Every entry should be repeated exactly as written.

(RECORD EXCERPTS Opens)

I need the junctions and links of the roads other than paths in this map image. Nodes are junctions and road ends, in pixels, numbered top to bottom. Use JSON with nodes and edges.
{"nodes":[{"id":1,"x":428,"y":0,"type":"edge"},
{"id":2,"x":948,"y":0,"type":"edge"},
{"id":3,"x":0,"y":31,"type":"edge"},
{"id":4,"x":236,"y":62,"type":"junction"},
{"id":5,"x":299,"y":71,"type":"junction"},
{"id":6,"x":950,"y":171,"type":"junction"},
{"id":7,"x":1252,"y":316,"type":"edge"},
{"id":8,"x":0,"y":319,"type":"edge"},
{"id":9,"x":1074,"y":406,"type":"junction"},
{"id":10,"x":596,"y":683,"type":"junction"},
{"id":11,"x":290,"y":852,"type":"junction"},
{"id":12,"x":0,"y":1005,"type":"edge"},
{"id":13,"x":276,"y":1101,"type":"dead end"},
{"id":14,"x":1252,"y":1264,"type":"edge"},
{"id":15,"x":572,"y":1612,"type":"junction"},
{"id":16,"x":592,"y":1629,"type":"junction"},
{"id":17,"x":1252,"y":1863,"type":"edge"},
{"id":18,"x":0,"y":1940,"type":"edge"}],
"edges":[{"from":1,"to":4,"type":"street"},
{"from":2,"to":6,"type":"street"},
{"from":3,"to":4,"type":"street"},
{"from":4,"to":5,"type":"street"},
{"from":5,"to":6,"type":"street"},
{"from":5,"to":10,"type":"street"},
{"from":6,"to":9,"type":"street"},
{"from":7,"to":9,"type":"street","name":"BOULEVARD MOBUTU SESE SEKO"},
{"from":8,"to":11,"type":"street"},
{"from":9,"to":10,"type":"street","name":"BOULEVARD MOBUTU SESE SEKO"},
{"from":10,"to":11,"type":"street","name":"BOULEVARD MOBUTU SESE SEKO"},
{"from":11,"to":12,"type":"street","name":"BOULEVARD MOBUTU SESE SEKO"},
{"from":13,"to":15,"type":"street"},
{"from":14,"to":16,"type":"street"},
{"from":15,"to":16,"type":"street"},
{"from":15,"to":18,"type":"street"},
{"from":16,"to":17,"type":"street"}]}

(RECORD EXCERPTS Closes)

TASK OUTPUT —
I need the junctions and links of the roads other than paths in this map image. Nodes are junctions and road ends, in pixels, numbered top to bottom. Use JSON with nodes and edges.
{"nodes":[{"id":1,"x":428,"y":0,"type":"edge"},
{"id":2,"x":948,"y":0,"type":"edge"},
{"id":3,"x":0,"y":31,"type":"edge"},
{"id":4,"x":236,"y":62,"type":"junction"},
{"id":5,"x":299,"y":71,"type":"junction"},
{"id":6,"x":950,"y":171,"type":"junction"},
{"id":7,"x":1252,"y":316,"type":"edge"},
{"id":8,"x":0,"y":319,"type":"edge"},
{"id":9,"x":1074,"y":406,"type":"junction"},
{"id":10,"x":596,"y":683,"type":"junction"},
{"id":11,"x":290,"y":852,"type":"junction"},
{"id":12,"x":0,"y":1005,"type":"edge"},
{"id":13,"x":276,"y":1101,"type":"dead end"},
{"id":14,"x":1252,"y":1264,"type":"edge"},
{"id":15,"x":572,"y":1612,"type":"junction"},
{"id":16,"x":592,"y":1629,"type":"junction"},
{"id":17,"x":1252,"y":1863,"type":"edge"},
{"id":18,"x":0,"y":1940,"type":"edge"}],
"edges":[{"from":1,"to":4,"type":"street"},
{"from":2,"to":6,"type":"street"},
{"from":3,"to":4,"type":"street"},
{"from":4,"to":5,"type":"street"},
{"from":5,"to":6,"type":"street"},
{"from":5,"to":10,"type":"street"},
{"from":6,"to":9,"type":"street"},
{"from":7,"to":9,"type":"street","name":"BOULEVARD MOBUTU SESE SEKO"},
{"from":8,"to":11,"type":"street"},
{"from":9,"to":10,"type":"street","name":"BOULEVARD MOBUTU SESE SEKO"},
{"from":10,"to":11,"type":"street","name":"BOULEVARD MOBUTU SESE SEKO"},
{"from":11,"to":12,"type":"street","name":"BOULEVARD MOBUTU SESE SEKO"},
{"from":13,"to":15,"type":"street"},
{"from":14,"to":16,"type":"street"},
{"from":15,"to":16,"type":"street"},
{"from":15,"to":18,"type":"street"},
{"from":16,"to":17,"type":"street"}]}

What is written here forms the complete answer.